Saved entries
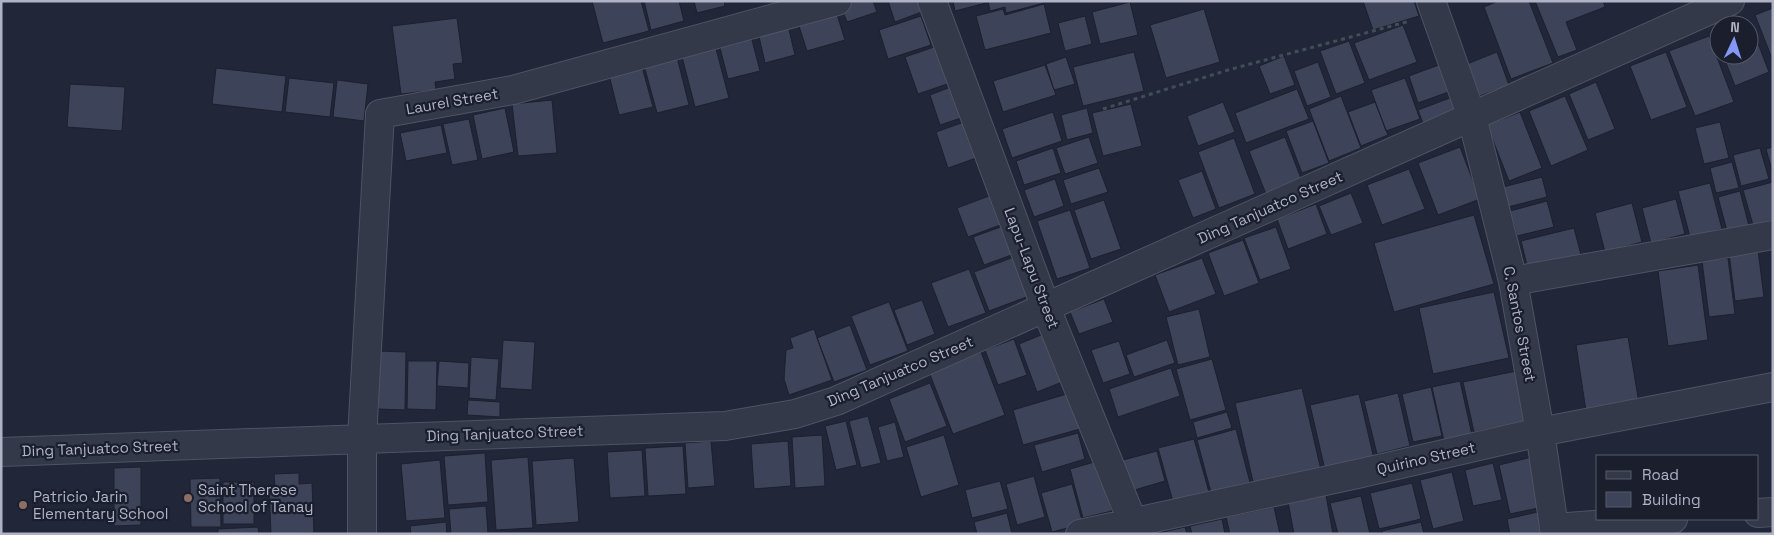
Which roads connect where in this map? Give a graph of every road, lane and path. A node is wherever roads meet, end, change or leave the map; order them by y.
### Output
1 (837, 1) edge
2 (932, 1) edge
3 (1730, 1) edge
4 (1433, 7) edge
5 (1103, 109) dead end
6 (1472, 117) junction
7 (1773, 235) edge
8 (1513, 281) junction
9 (1046, 308) junction
10 (1773, 387) edge
11 (1540, 432) junction
12 (362, 438) junction
13 (1, 452) edge
14 (1773, 512) edge
15 (1759, 513) edge
16 (1663, 520) edge
17 (1135, 528) edge
18 (1555, 531) edge
19 (362, 534) edge
20 (1080, 534) edge

1 - 12 street, Laurel Street
2 - 9 street, Lapu-Lapu Street
3 - 6 street, Ding Tanjuatco Street
4 - 5 path
4 - 6 street, C. Santos Street
6 - 8 street, C. Santos Street
6 - 9 street, Ding Tanjuatco Street
7 - 8 street
8 - 11 street, C. Santos Street
9 - 12 street, Ding Tanjuatco Street
9 - 17 street, Lapu-Lapu Street
10 - 11 street, Quirino Street
11 - 17 street, Quirino Street
11 - 18 street, C. Santos Street
12 - 13 street, Ding Tanjuatco Street
12 - 19 street
14 - 15 street
16 - 18 street
17 - 20 street, Quirino Street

Exercise aim: Please write out all the entries above exactly, but leave out the pictures.

Reply to the task:
Which roads connect where in this map? Give a graph of every road, lane and path. A node is wherever roads meet, end, change or leave the map; order them by y.
### Output
1 (837, 1) edge
2 (932, 1) edge
3 (1730, 1) edge
4 (1433, 7) edge
5 (1103, 109) dead end
6 (1472, 117) junction
7 (1773, 235) edge
8 (1513, 281) junction
9 (1046, 308) junction
10 (1773, 387) edge
11 (1540, 432) junction
12 (362, 438) junction
13 (1, 452) edge
14 (1773, 512) edge
15 (1759, 513) edge
16 (1663, 520) edge
17 (1135, 528) edge
18 (1555, 531) edge
19 (362, 534) edge
20 (1080, 534) edge

1 - 12 street, Laurel Street
2 - 9 street, Lapu-Lapu Street
3 - 6 street, Ding Tanjuatco Street
4 - 5 path
4 - 6 street, C. Santos Street
6 - 8 street, C. Santos Street
6 - 9 street, Ding Tanjuatco Street
7 - 8 street
8 - 11 street, C. Santos Street
9 - 12 street, Ding Tanjuatco Street
9 - 17 street, Lapu-Lapu Street
10 - 11 street, Quirino Street
11 - 17 street, Quirino Street
11 - 18 street, C. Santos Street
12 - 13 street, Ding Tanjuatco Street
12 - 19 street
14 - 15 street
16 - 18 street
17 - 20 street, Quirino Street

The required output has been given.